Tailoring fluorescence emissions, quantum yields, and white light emitting from nitrogen-doped graphene and carbon nitride quantum dots.
Siyong GuChien-Te HsiehYasser Ashraf GandomiJianlin LiXing Xing YueJeng-Kuei ChangPublished in: Nanoscale (2019)
Highly fluorescent N-doped graphene quantum dots (NGQDs) and graphitic carbon nitride quantum dots (CNQDs, g-C3N4) were synthesized using a solid-phase microwave-assisted (SPMA) technique. The SPMA method, based on the pyrolysis of citric acid and urea with different recipes, is capable of producing quantum dots with coexisting NGQDs and CNQDs at 280 °C within only five minutes.

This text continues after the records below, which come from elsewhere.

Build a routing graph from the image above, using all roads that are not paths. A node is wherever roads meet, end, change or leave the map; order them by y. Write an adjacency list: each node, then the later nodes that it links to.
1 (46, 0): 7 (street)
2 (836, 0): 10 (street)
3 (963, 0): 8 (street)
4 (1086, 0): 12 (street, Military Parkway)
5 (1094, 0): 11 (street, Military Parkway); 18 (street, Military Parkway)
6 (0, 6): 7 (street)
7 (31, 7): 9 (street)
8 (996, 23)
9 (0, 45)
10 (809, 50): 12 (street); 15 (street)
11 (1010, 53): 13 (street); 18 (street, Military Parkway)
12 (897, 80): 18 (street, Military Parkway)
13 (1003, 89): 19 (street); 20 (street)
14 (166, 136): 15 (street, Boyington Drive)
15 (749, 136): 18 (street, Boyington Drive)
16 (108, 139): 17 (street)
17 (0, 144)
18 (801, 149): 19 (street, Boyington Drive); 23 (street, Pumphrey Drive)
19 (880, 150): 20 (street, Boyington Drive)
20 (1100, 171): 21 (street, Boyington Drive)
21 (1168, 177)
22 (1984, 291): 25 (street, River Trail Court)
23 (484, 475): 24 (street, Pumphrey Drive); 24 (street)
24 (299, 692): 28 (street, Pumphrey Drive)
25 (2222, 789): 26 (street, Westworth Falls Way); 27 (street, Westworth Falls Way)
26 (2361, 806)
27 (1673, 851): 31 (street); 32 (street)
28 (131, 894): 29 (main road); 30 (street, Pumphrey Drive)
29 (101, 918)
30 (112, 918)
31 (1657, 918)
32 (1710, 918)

The photoluminescence (PL) emissions from NGQD and CNQDs are strongly dependent on the excitation wavelength and the solvent type, i.e., water, ethanol, and N-methyl pyrrolidinone. The unique attribute of the quantum dots, possessing a multiple chromophoric band-gap structure, originates from the presence of g-C3N4, defect-related emissive traps, and grain boundaries. Thus, an appropriate excitation wavelength induces a conjugated π electron system to fulfill the most probable absorption band, resulting in wavelength-dependent emissions including ultraviolet, visible and infrared light. The quantum yield of the NGQD and CNQD samples can reach as high as 68.1%. Accordingly, a light-emitting device using the combination of the NGQD and CNQD powder embedded polymeric film can emit white-like light with ultra-high power-conversion efficiency.